A better alternative is a citizen’s dividend. Under this policy, the government takes a percentage of the wealth created with government investments, puts that money in a fund, and then shares the proceeds with the people. The idea is to directly reward citizens with a share of the wealth they have created. Alaska, for example, has distributed oil revenues to residents through an annual dividend from its Permanent Fund since 1982. Norway does something similar with its Government Pension Fund. California, which hosts some of the richest companies in the world, might consider doing something similar. When Apple, headquartered in Cupertino, California, set up a subsidiary in Reno, Nevada, to take advantage of that state’s zero percent corporate tax rate, California lost an enormous amount of tax revenue. Not only should such tax gimmicks be blocked, but California should also fight back by creating a state wealth fund, which would offer a way besides taxation to directly capture a share of the value created by the technology and companies it fostered.
A citizen’s dividend allows the proceeds of co-created wealth to be shared with the larger community—whether that wealth comes from natural resources that are part of the common good or from a process, such as public investments in medicines or digital technologies, that has involved a collective effort. Such a policy should not serve as a substitute for getting the tax system to work right. Nor should the state use the lack of such funds as an excuse to not finance key public goods. But a public fund can change the narrative by explicitly recognizing the public contribution to wealth creation—key in the political power play between forces.
When the public and private sectors come together in pursuit of a common mission, they can do extraordinary things. This is how the United States got to the moon and back in 1969. For eight years, NASA and private companies in sectors as varied as aerospace, textiles, and electronics collaborated on the Apollo program, investing and innovating together. Through boldness and experimentation, they achieved what President John F. Kennedy called “the most hazardous and dangerous and greatest adventure on which man has ever embarked.” The point was not to commercialize certain technologies or even to boost economic growth; it was to get something done together.
More than 50 years later, in the midst of a global pandemic, the world has a chance to attempt an even more ambitious moonshot: the creation of a better economy. This economy would be more inclusive and sustainable. It would emit less carbon, generate less inequality, build modern public transport, provide digital access for all, and offer universal health care. More immediately, it would make a COVID-19 vaccine available to everyone.

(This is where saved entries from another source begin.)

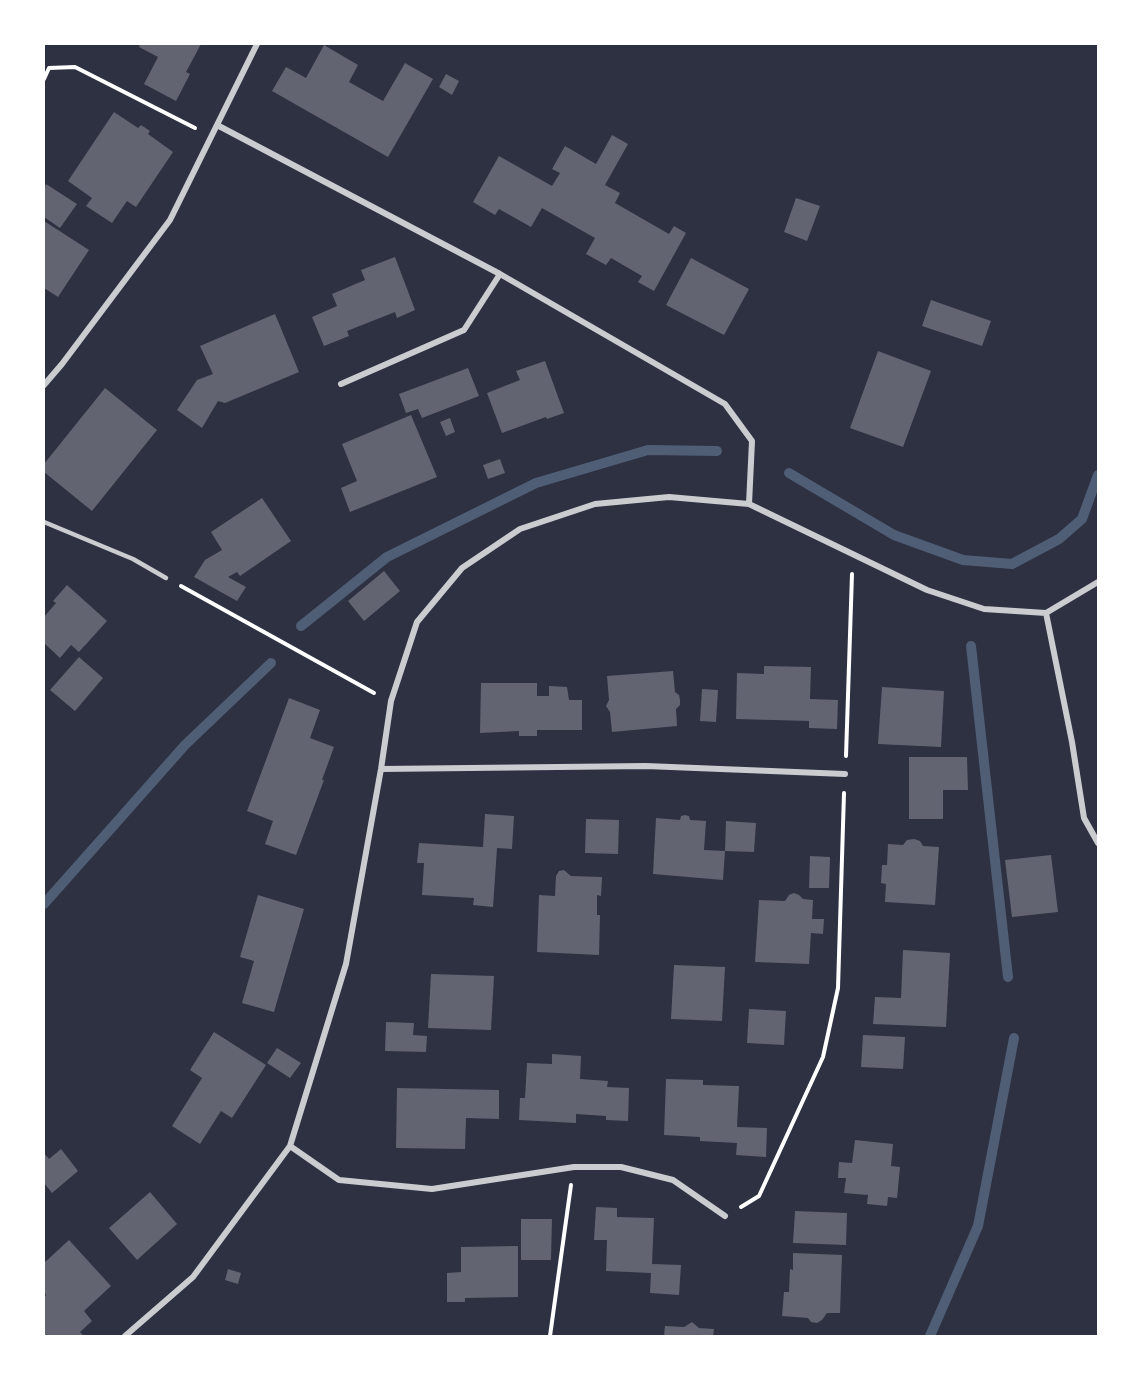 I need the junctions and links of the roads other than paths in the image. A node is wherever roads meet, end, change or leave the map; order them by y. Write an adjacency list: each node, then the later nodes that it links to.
1 (257, 44): 2 (street)
2 (217, 125): 3 (street); 5 (street)
3 (500, 274): 4 (street); 6 (street)
4 (341, 384)
5 (44, 386)
6 (749, 504): 10 (street); 11 (street)
7 (44, 522): 8 (lane)
8 (166, 578)
9 (1098, 582): 10 (street)
10 (1046, 613): 13 (street)
11 (381, 769): 12 (street); 14 (street)
12 (845, 774)
13 (1098, 843)
14 (290, 1146): 15 (street); 16 (street)
15 (726, 1216)
16 (125, 1336) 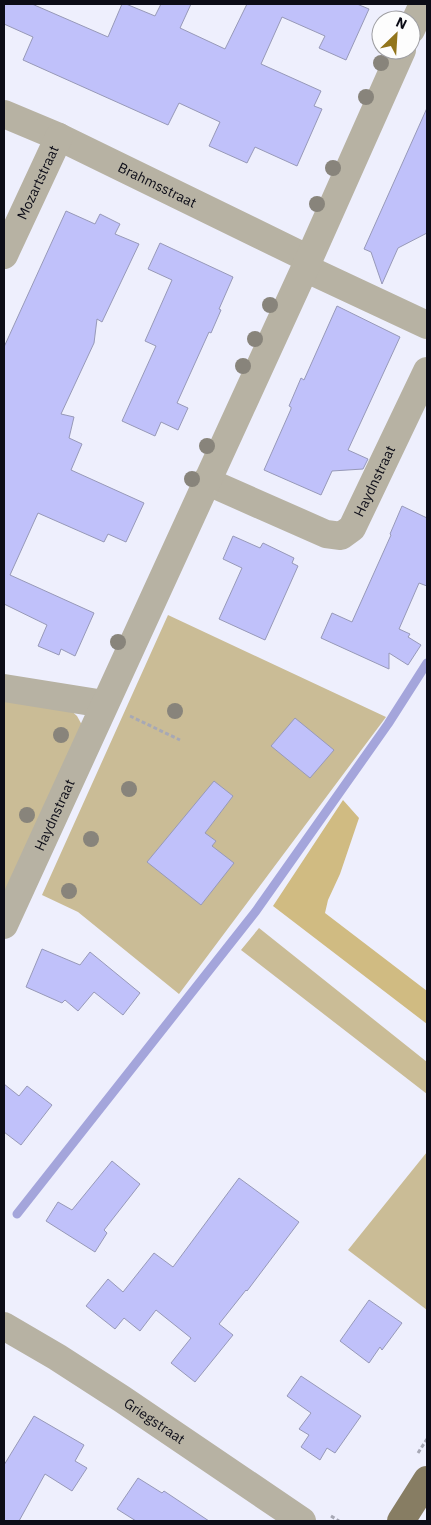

Creating this type of economy will require a type of public-private collaboration that hasn’t been seen in decades.
Some who talk about recovering from the pandemic cite an appealing goal: a return to normalcy. But that is the wrong target; normal is broken. Rather, the goal should be, as many have put it, to “build back better.” Twelve years ago, the financial crisis offered a rare opportunity to change capitalism, but it was squandered. Now, another crisis has presented another chance for renewal. This time, the world cannot afford to let it go to waste.